# Work task:
Each line of the material below is to be checked for "wash"; the number of matching lines is the only output expected.
==== Task inputs ====
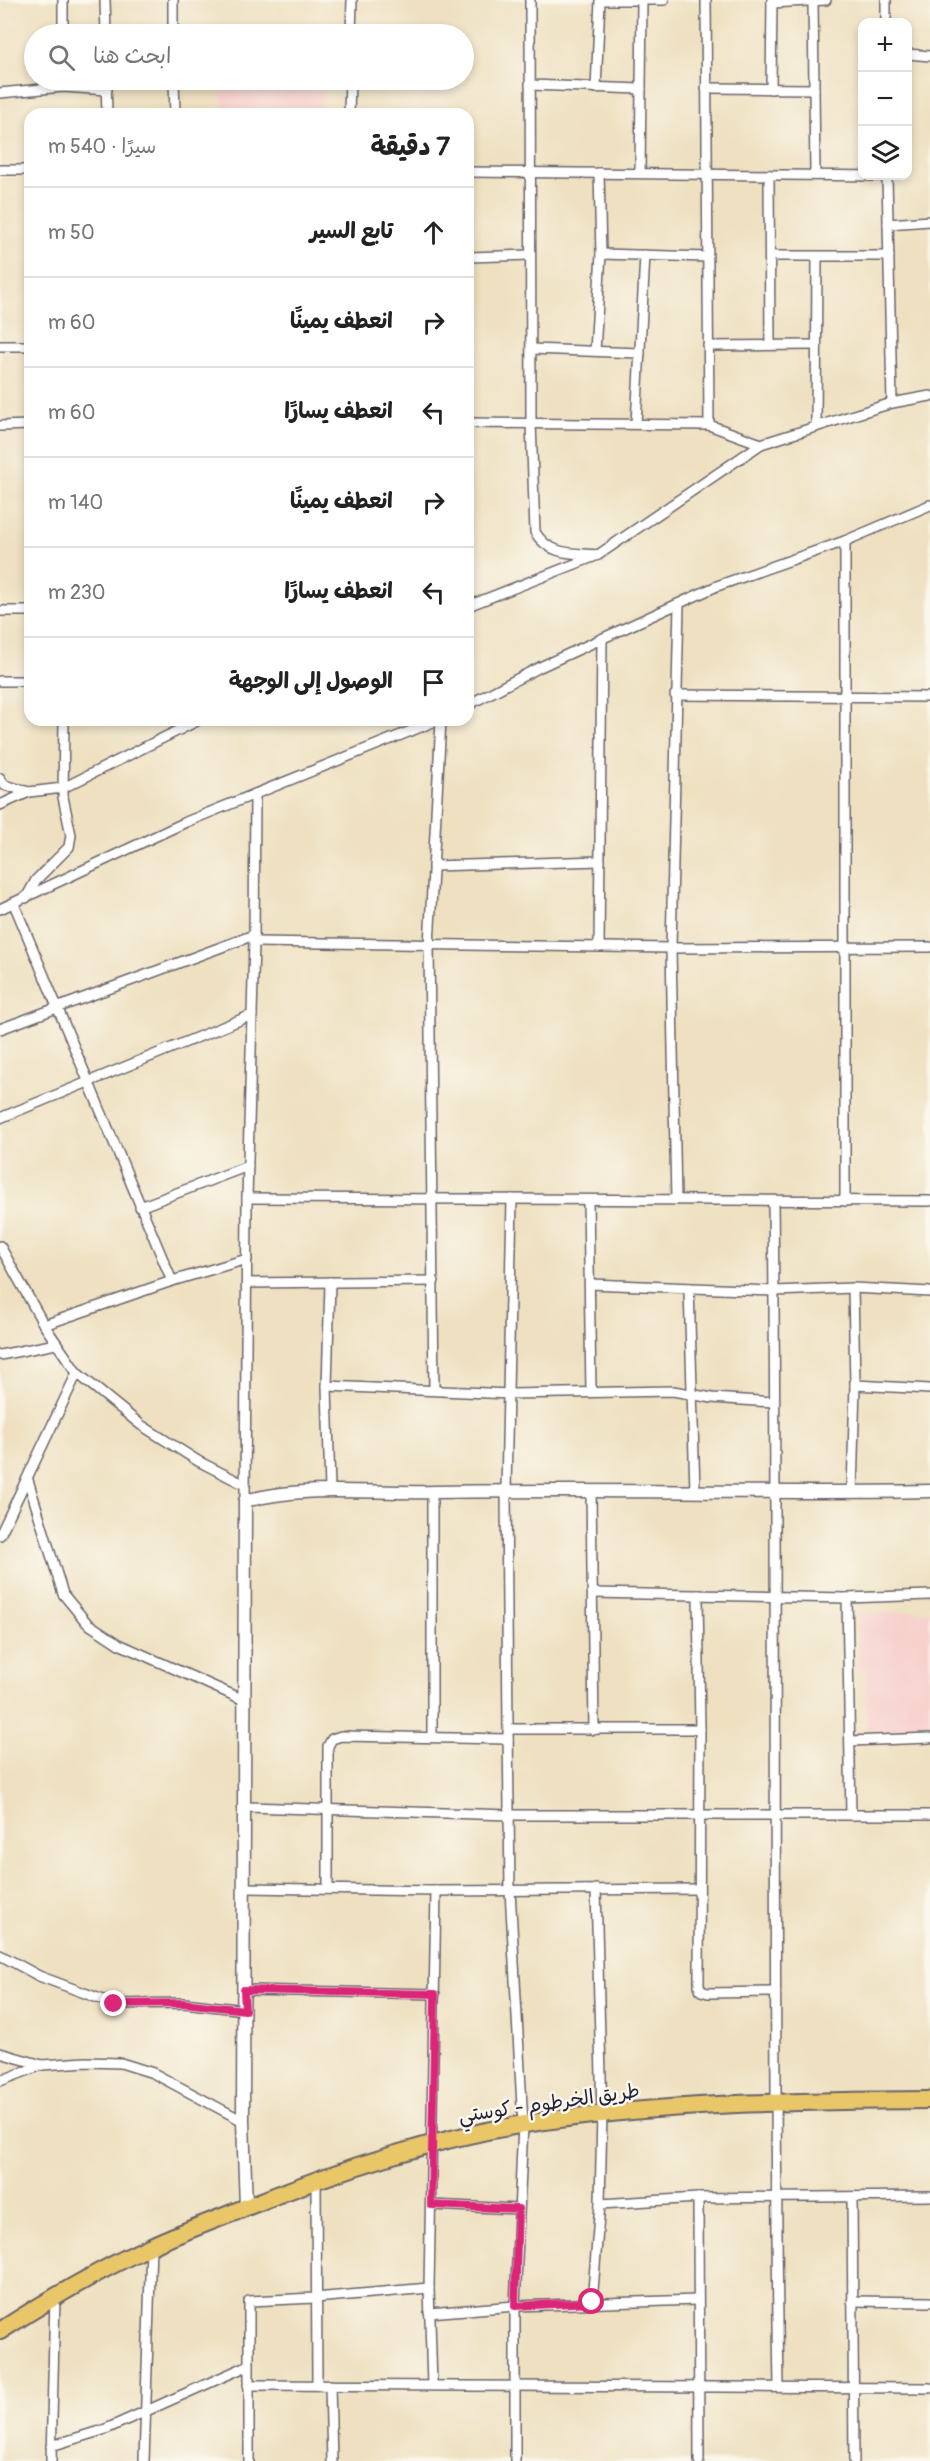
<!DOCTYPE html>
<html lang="ar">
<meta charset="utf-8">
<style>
body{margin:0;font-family:Pangolin,"Playpen Sans Arabic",sans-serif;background:#f2f2f2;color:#222;direction:rtl}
.controls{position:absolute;right:18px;top:18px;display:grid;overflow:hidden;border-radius:12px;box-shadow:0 3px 9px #0003}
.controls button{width:54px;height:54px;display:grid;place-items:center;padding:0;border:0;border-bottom:2px solid #e0e0e0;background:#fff;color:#222;font:30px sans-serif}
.stop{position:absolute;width:18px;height:18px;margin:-14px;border:4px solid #db2777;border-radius:50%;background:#fff}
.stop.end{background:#db2777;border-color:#fff;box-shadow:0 2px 6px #0008}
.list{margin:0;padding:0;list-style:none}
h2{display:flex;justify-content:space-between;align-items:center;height:78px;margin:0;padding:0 24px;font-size:26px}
h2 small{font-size:20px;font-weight:400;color:#767676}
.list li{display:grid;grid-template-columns:39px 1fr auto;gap:18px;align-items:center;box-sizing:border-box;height:90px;padding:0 24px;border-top:2px solid #e0e0e0}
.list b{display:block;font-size:22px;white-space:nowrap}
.list em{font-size:20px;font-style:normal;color:#767676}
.icon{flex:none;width:33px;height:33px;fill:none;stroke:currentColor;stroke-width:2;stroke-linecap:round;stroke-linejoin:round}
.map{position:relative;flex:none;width:930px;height:2461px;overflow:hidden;direction:ltr}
.search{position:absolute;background:#fff;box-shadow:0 3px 9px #0003;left:24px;top:24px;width:450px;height:66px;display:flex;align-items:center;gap:15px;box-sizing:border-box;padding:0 21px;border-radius:33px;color:#767676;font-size:22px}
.panel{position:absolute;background:#fff;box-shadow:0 3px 9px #0003;left:24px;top:108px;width:450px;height:618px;border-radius:18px;direction:rtl}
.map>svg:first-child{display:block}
.built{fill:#f7d0cc}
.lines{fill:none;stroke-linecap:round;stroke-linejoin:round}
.minor-casing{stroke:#69646a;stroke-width:12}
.tertiary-casing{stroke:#69646a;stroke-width:15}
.trunk-casing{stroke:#69646a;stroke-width:20}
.minor{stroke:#fff;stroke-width:9}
.tertiary{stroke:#fff;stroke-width:12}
.trunk{stroke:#e9c769;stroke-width:16}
.route{stroke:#db2777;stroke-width:8}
.labels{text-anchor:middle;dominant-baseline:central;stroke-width:5;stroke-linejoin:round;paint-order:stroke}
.street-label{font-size:20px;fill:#22223b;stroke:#fbf7ec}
</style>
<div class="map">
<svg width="930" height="2461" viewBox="0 0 930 2461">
<rect width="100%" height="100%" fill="#fbf7ec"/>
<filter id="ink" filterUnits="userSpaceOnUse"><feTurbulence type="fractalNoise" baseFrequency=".0167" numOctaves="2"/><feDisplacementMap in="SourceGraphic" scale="12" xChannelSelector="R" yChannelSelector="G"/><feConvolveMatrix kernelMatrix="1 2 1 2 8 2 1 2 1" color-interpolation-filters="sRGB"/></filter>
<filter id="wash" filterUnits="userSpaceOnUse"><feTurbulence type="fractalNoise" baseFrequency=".008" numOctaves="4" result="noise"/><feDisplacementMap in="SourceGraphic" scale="24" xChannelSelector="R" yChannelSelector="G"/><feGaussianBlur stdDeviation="1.35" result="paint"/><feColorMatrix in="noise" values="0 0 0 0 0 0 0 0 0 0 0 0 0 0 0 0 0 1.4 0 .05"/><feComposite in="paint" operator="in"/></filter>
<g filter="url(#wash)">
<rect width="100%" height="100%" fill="#eee0c0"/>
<g class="built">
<path d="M219,80H323V114H224Z"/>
<path d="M930,1611V1733L866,1734L865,1669H858V1613Z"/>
</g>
</g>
<g filter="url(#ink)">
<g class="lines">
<g class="minor-casing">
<g id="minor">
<path d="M63,0V34"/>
<path d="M105,0L106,34"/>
<path d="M173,0V34"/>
<path d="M530,0L531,423L535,532C549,556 574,553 598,555"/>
<path d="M605,0H664"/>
<path d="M706,0L709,425L761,444L892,403L930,396"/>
<path d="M813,0L815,175"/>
<path d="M772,3L826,0"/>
<path d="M886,22V0"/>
<path d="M351,34L352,0"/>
<path d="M908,54L930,56"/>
<path d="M106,80L107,114"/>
<path d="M174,80L175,114"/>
<path d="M530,85L641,89"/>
<path d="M596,88L600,0"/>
<path d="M706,88L814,89"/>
<path d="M771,89L772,0"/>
<path d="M0,93L63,87L107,90"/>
<path d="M349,114L350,80"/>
<path d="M0,170H30"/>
<path d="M468,172L887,176"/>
<path d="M640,173L642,1"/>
<path d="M769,175L770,345"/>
<path d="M887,176L892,403"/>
<path d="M888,224L930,221"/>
<path d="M601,254L707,257"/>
<path d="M771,256H889"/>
<path d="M468,257L530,255"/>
<path d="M0,346H30"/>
<path d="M708,346L816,345"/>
<path d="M531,349L640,353"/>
<path d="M595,351L601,254L599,173"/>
<path d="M468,423L709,425"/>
<path d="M636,424L645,255"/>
<path d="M0,426L30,425"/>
<path d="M816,427L817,257"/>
<path d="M845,541V1201"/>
<path d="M468,606L598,555L761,444"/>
<path d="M0,611H30"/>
<path d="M0,681H30"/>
<path d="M675,695L930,697"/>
<path d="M468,705L540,667L717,586L845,541L930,505"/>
<path d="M0,778L4,785L29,792L63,788L199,720"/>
<path d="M0,805L29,792"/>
<path d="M433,866L600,861"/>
<path d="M26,898L36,880L69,847L71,835L63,797L64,720"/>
<path d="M14,904L172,1281"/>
<path d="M0,909L186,822L438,720"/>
<path d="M254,942L671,948L930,947"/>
<path d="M599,947L602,639"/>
<path d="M0,1029L254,935"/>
<path d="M0,1118L252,1015"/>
<path d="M247,1198L930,1201"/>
<path d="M512,1199L506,1490L508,1729L510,1890L523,2124L515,2306V2461"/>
<path d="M588,1200L591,1391"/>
<path d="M676,1200L671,948L679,604"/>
<path d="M773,1201C778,1596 772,1992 779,2387"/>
<path d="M140,1207L248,1166"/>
<path d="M0,1246L44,1325L77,1373L141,1425L198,1461L245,1485"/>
<path d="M330,1282L327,1386L330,1490"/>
<path d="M247,1283L434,1281"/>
<path d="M590,1284L774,1291L853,1288L930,1292"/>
<path d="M689,1288L695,1491"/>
<path d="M44,1325L172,1281L247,1259"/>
<path d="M0,1355L56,1344"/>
<path d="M855,1385L930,1389"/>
<path d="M327,1386L510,1394L673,1391L712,1398L773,1402"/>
<path d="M434,1389L429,946L441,720"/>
<path d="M28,1480L63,1594L87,1623L119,1644L244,1700"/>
<path d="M591,1490L594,1730"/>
<path d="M852,1492L855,1385L853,1288"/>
<path d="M245,1501L247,1198L254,942L255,794"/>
<path d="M0,1535L77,1373"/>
<path d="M593,1593L847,1598L930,1595"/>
<path d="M698,1595L700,1729L699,1985L701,1991L708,1993L773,1992"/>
<path d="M847,1598L851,1815"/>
<path d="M508,1729H700"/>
<path d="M432,1736V1492"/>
<path d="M850,1741L930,1738"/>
<path d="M244,1807L510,1815H930"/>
<path d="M245,1888L436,1891L699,1889"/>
<path d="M328,1889V1746L332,1739L341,1736L508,1739"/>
<path d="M0,1955L39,1976L114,2004L184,2003L245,2010"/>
<path d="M244,1990L435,1994"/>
<path d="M0,2053L42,2065"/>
<path d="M0,2081L42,2065L86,2062L121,2063L153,2073L243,2121"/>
<path d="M316,2179L317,2385"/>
<path d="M852,2197L854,2461"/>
<path d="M698,2198L699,2461"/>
<path d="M600,2204L698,2198L930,2196"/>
<path d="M431,2205L518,2209"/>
<path d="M852,2301L930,2302"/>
<path d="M592,2303L600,2204L602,2113L596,1889"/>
<path d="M429,2313L515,2306L697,2300"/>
<path d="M248,2385L930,2388"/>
<path d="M330,2385L332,2461"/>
<path d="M432,2385L429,2288L436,1891"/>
<path d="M51,2446L106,2429L247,2366"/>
<path d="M51,2461L55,2296"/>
<path d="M144,2461L151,2246"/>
<path d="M249,2461V2301L315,2298L429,2288"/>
</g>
</g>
<g class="tertiary-casing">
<path id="tertiary" d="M246,2207L243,2121L245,1501C308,1484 371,1494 435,1492C600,1489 765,1494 930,1491"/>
</g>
<g class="trunk-casing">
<path id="trunk" d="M0,2331C48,2300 97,2271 149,2247C181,2232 216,2220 249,2206C338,2170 430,2139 525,2124C659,2103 795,2101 930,2100"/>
</g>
<use href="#minor" class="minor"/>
<use href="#tertiary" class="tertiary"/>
<use href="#trunk" class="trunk"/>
</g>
</g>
<g class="lines" filter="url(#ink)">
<path class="route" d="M114,2004L184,2003L245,2010L244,1990L435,1994L431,2205L518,2209L515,2306L592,2302"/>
</g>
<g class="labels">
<g class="street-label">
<text transform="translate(549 2103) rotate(-8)">طريق الخرطوم - كوستي</text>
</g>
</g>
</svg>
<div class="controls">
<button>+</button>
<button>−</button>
<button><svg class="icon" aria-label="layers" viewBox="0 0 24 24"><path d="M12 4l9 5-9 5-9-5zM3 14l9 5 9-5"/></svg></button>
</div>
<div class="stop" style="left:592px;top:2302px"></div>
<div class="stop end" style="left:114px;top:2004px"></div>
<div class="search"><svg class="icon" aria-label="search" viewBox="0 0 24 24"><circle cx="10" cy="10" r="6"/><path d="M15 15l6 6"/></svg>ابحث هنا</div>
<section class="panel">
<h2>7 دقيقة<small>سيرًا · 540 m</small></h2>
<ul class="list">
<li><svg class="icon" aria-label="ahead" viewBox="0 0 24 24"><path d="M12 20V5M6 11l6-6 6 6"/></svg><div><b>تابع السير</b></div><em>50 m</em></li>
<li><svg class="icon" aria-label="right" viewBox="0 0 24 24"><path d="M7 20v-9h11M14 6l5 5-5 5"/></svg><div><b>انعطف يمينًا</b></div><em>60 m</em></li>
<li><svg class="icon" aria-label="left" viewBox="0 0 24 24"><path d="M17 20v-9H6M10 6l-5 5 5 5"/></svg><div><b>انعطف يسارًا</b></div><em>60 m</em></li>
<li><svg class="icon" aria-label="right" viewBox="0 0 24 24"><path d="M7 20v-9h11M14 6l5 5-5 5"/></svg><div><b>انعطف يمينًا</b></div><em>140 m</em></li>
<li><svg class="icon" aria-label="left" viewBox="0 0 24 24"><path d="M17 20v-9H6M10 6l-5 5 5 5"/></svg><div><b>انعطف يسارًا</b></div><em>230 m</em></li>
<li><svg class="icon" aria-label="arrive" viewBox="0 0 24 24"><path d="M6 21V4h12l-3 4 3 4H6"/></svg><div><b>الوصول إلى الوجهة</b></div></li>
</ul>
</section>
</div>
====
# Answer for the task:
2